EXHIBIT EXPLORES HOW YOUNG BLACK PEOPLE NAVIGATE CITY



EXHIBIT EXPLORES HOW YOUNG BLACK PEOPLE NAVIGATE CITY

BY TIA CAROL JONES

Tonika Lewis Johnson is the creator of the Folded Map Project, a visual investigation of the inequity and disparity of the North and South Sides. In that project, Johnson has the residents, who lived on the same streets with similar addresses on different sides of the city, meet each other and talk about race, the city and segregation.

Now, Johnson is set to debut ‘Belonging: Power, Place, and (Im)Possibilities.’ It explores the racial profiling that Black and Brown teenagers experience. It will debut at the Social Justice Initiative’s Chicago Justice Gallery, located at 1344 S. Halsted. To learn more about the time and date of the debut, visit tonikaj.com

Johnson said ‘Belonging,’ is an extension of the Folded Map Project and is a collection of stories and experiences where Black and Brown teenagers have been made to feel like they don’t belong. She said the teenagers came to the Folded Map Project exhibit and she talked to them and shared her stories about growing up in Chicago and traveling throughout the city to socialize with friends.

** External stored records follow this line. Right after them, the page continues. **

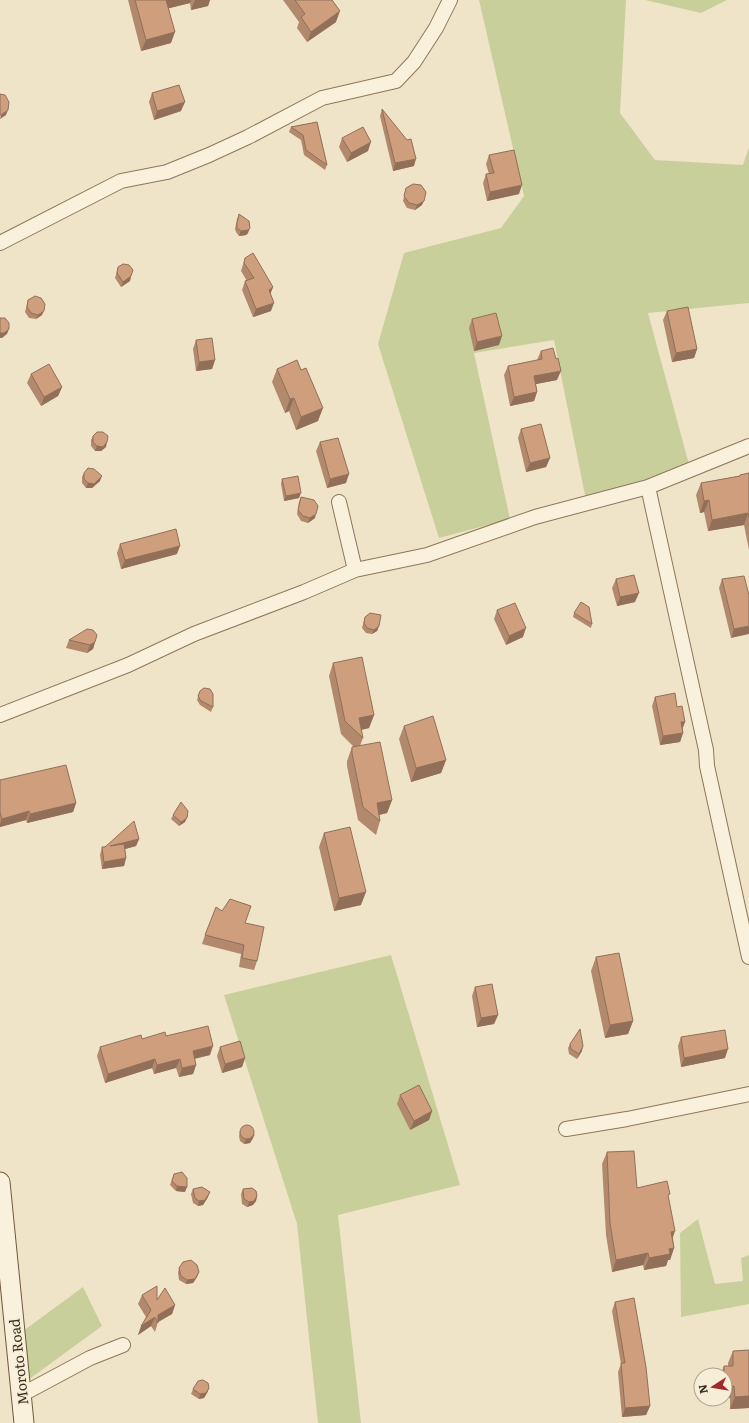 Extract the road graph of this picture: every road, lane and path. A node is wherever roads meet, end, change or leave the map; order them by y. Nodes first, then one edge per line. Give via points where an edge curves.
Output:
1 (450, 0) edge
2 (0, 243) edge
3 (749, 446) edge
4 (648, 487) junction
5 (339, 502) dead end
6 (355, 570) junction
7 (0, 715) edge
8 (749, 957) edge
9 (749, 1094) edge
10 (566, 1129) dead end
11 (0, 1182) edge
12 (123, 1345) dead end
13 (21, 1395) junction
14 (24, 1423) edge

1 - 2 street via 414,62 396,81 322,98 209,155 167,172 121,181
3 - 4 street
4 - 6 street via 535,517 427,554
4 - 8 street
5 - 6 street
6 - 7 street via 194,634 128,665
9 - 10 street
11 - 13 main road, Moroto Road
12 - 13 street via 90,1358
13 - 14 main road, Moroto Road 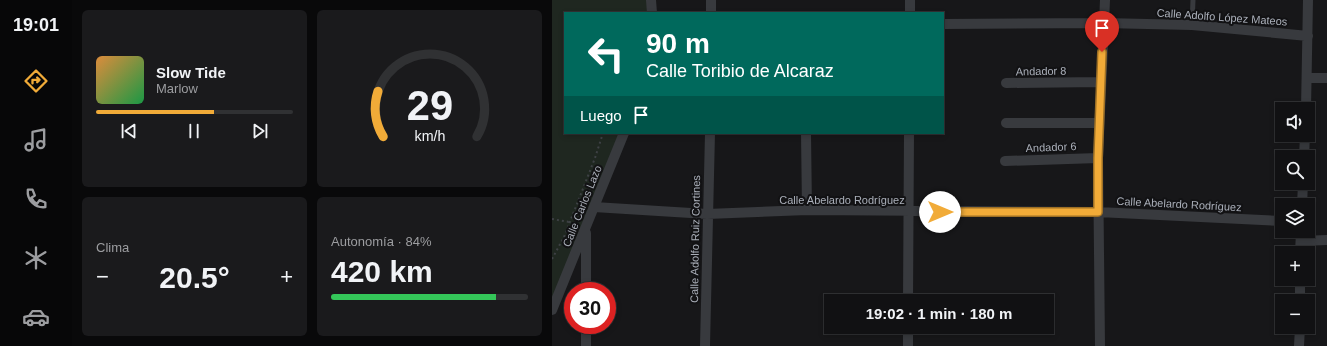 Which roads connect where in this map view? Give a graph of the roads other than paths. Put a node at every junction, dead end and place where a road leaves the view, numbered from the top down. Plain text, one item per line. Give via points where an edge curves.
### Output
1 (651, 0) edge
2 (711, 0) edge
3 (910, 0) edge
4 (1105, 0) edge
5 (1193, 0) edge
6 (1308, 0) edge
7 (652, 12) edge
8 (711, 12) edge
9 (910, 12) edge
10 (1103, 23) junction
11 (944, 24) edge
12 (1192, 25) junction
13 (1308, 36) junction
14 (1307, 78) junction
15 (1327, 78) edge
16 (1100, 82) junction
17 (1006, 83) dead end
18 (1306, 102) edge
19 (1006, 123) dead end
20 (1099, 123) junction
21 (624, 134) edge
22 (710, 134) edge
23 (806, 134) edge
24 (909, 134) edge
25 (1098, 158) junction
26 (1005, 161) dead end
27 (594, 207) junction
28 (807, 210) junction
29 (908, 212) junction
30 (1098, 212) junction
31 (707, 214) junction
32 (1275, 221) edge
33 (586, 228) junction
34 (1314, 238) edge
35 (1327, 240) edge
36 (586, 282) edge
37 (908, 294) edge
38 (552, 310) edge
39 (586, 334) edge
40 (908, 334) edge
41 (1300, 334) edge
42 (586, 346) edge
43 (705, 346) edge
44 (908, 346) edge
45 (1100, 346) edge
46 (1299, 346) edge

1 - 7 street
2 - 8 street
3 - 9 street
4 - 10 street
5 - 12 lane
6 - 13 street
10 - 11 street, Calle Adolfo López Mateos
10 - 12 street, Calle Adolfo López Mateos
10 - 16 street
12 - 13 street, Calle Adolfo López Mateos
13 - 14 street
14 - 15 street
14 - 18 street
16 - 17 street, Andador 8
16 - 20 street
19 - 20 street
20 - 25 street
21 - 27 street, Calle Carlos Lazo
22 - 31 street, Calle Adolfo Ruiz Cortines
23 - 28 street
24 - 29 street
25 - 26 street, Andador 6
25 - 30 street
27 - 31 street, Calle Abelardo Rodríguez
27 - 33 street, Calle Carlos Lazo
28 - 29 street, Calle Abelardo Rodríguez
28 - 31 street, Calle Abelardo Rodríguez
29 - 30 street, Calle Abelardo Rodríguez
29 - 37 street
30 - 32 street, Calle Abelardo Rodríguez
30 - 45 street
31 - 43 street, Calle Adolfo Ruiz Cortines
33 - 36 street
33 - 38 street, Calle Carlos Lazo
34 - 35 street
39 - 42 street
40 - 44 street
41 - 46 street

“They consistently told me that they don’t really do that. They don’t really go to a lot of different neighborhoods and when they do, they don’t feel comfortable. It was so different from my teenage years in Chicago in the ‘90s. I never thought about how the experience of being a teenager in a city changes,” she said.

Johnson said the young people told her they felt more policed, with loitering laws and curfews. She said she got curious about their experiences.

“It directly connected to Folded Map because regardless of where these teenagers were coming from, North Side, South side, all of them had a similar story,” she said. I want to do something to capture the stories of these teenagers because they’re going to be our future Chicago residents, if they decide to come back after school. How you get treated in a city as a teenager, really could influence if you want to stay there or not.”

Johnson said it took from 2018 to 2020 to put the project idea together, implement the idea and identify the teenagers she wanted to talk to. She went through Teens Reimagining Art, Community, and Environment, solicited her daughter’s friends and put out a call to get teenagers to share their stories.

Essence McDowell is the associate director of the Social Justice Initiative at the University of Illinois Chicago. The Social Justice Initiative is a small arm of the University of Illinois Chicago and its aim is to bring the campus community with city-wide communities together to build a bridge between scholarship and activism. “Belonging” is the inaugural exhibit of the Social Justice Initiative’s Chicago Justice Gallery.

McDowell said it is eerie the way the project has increased in importance in this moment, with marches and protests and civil unrest. Social Justice Initiative, in preparation of the exhibit, had an artist create a mural that represents “Belonging.”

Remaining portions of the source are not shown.